Instead, find out what the customer can live without.
This article originally appeared in the June 2016 edition of INVISION.
I try to read everything that comes my way in regard to selling techniques and philosophies, especially when it appears in optometric/optical trade magazines and you’re the target. More often than not, these how-to-sell articles are written by opticians and not by professional salespeople.
It drives me just as crazy when this happens as it does you when the general public bypasses you to purchase from one of the online retailers.
I was never trained nor worked, specifically, as an optician, but in order to have my EyeCoach workshops CE approved, I took the ABO test. I wanted to see if, with my years of experience in the industry observing countless opticians, I could pass without studying for it. To my surprise, I did. Does that mean that I can teach a course or write an article on basic optics? I guess it does. As an optician, do you want me to? No, you do not! And, by the way, neither do your customers.
With that said, you’ll understand why my blood began to boil when I recently read an article, by an optician, on the virtues of upselling. Argh! Upselling, and not just in our industry/profession, could be the most foolish approach to sales ever!
Before I go on, let me put this optician’s point into context. She was noticing that in her office patients were getting sticker shock at the cost of eyeglasses. It was driving sales down. In my opinion, that’s a great observation. This practice has to compete with those promoting low prices, just as everyone else does. However, instead of seeing what the challenge was, she, like most, thought it was about price. It hardly ever is, even when the customer says it is.
So, what is the challenge?
Sales were being driven down because people were walking out to purchase eyewear, somewhere else more inexpensively. That’s called “capture rate.” When your capture rates are low or diminishing, so too are your sales.
This happens because most offices, including this one, fail to establish worth before telling their customers the price. (I hate the word “value” because it’s misused so much to the point that we associate “value” with low prices.)
"Upselling could be the most foolish approach to sales ever.”
If I told you my consulting fees, without first establishing worth, without establishing how my consulting would specifically be of benefit to you, you wouldn’t have sticker shock.
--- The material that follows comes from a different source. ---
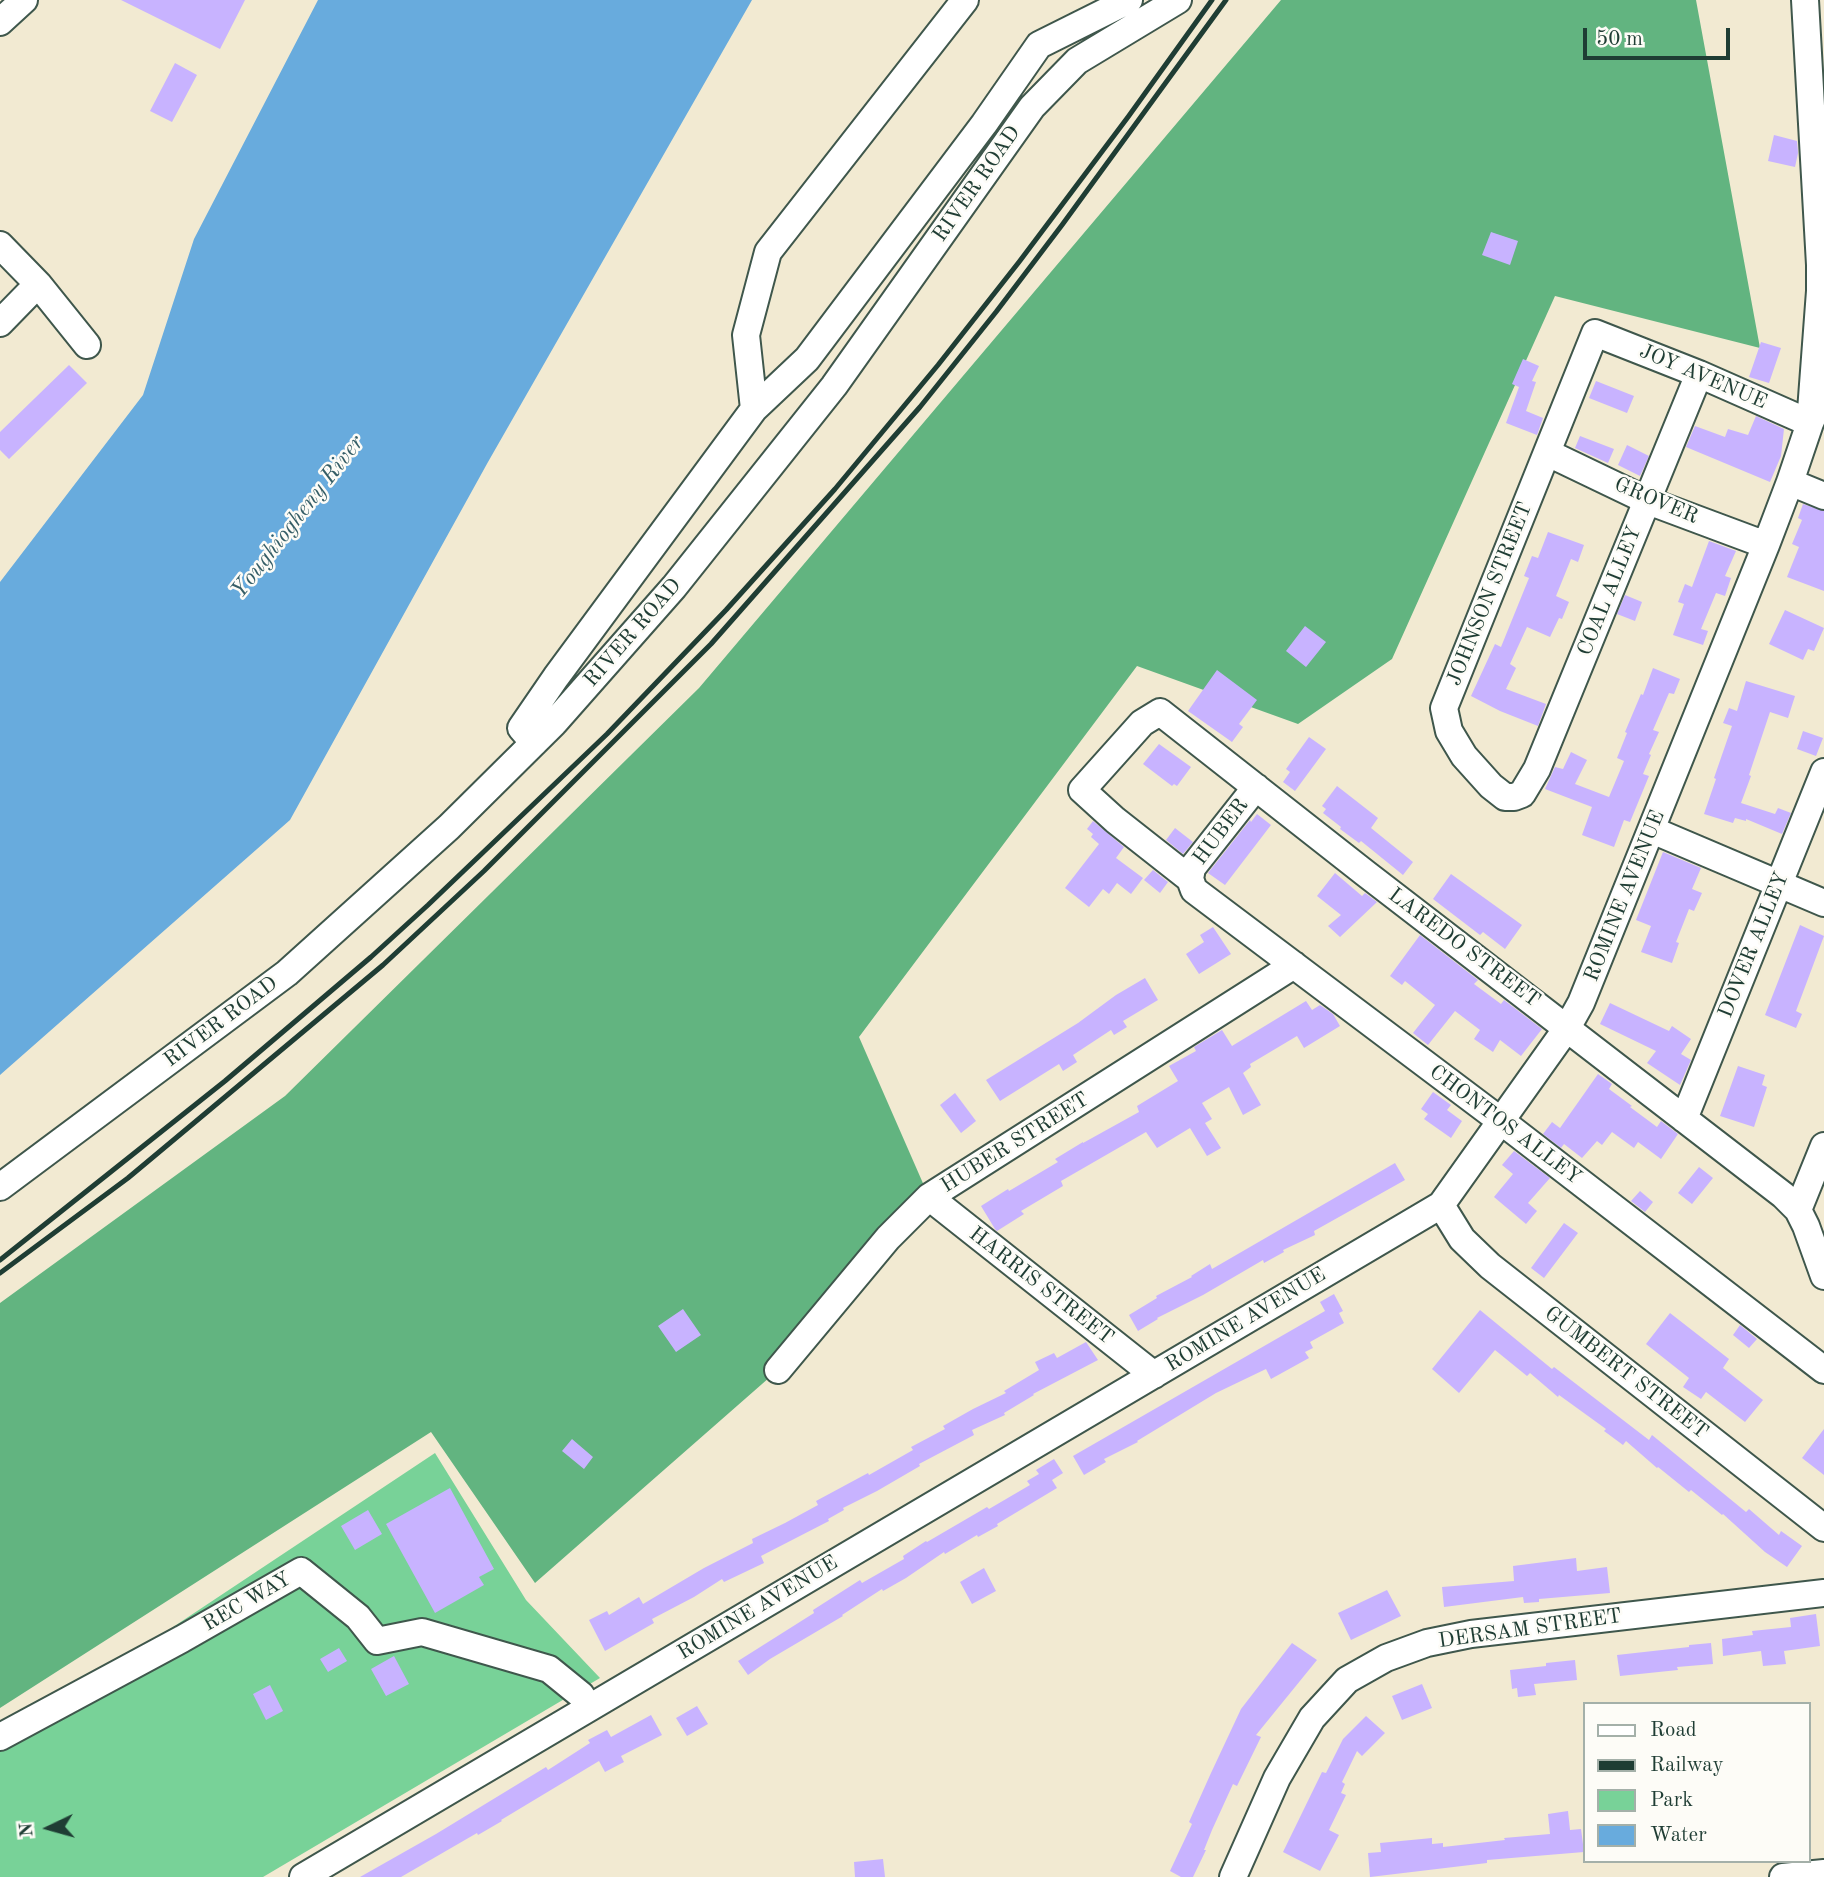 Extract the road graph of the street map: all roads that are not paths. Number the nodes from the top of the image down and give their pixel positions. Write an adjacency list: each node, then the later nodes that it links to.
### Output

You’d have a heart attack!
So, in misinterpreting the real obstacle, this optician advised her staff to start at the bottom, with the basics and upsell ... add on, add on, add on! When I say, “add on, add on, add on,” what your customers hear is: “cha-ching, cha-ching, cha-ching!”
Upselling is the ultimate bait-and-switch. When you tell a customer, “Yes, we can put you in a pair of glasses for $100” but then after adding on — lens materials, coatings, this, that and the other — the final price is $425, you’re going to have some pretty pissed off people.
The solution? First, start with the very best products you have to offer to meet their needs. Then create the worth by finding your customer’s pain (read my previous INVISION columns). If the customer still objects to the price, respond with, “Other than the fact that this is more money than you thought it would be, are there any other reasons why you wouldn’t want these glasses?”
You will probably get a “No.”
Your response should then be, “I completely understand. Would you like to explore a more inexpensive option?”
Then, start downselling! Start chipping away at the features (and therefore the price) by asking, “Of the AR coating, the thickness/thinness of the lens, the this, the that ... which is something you can live without?”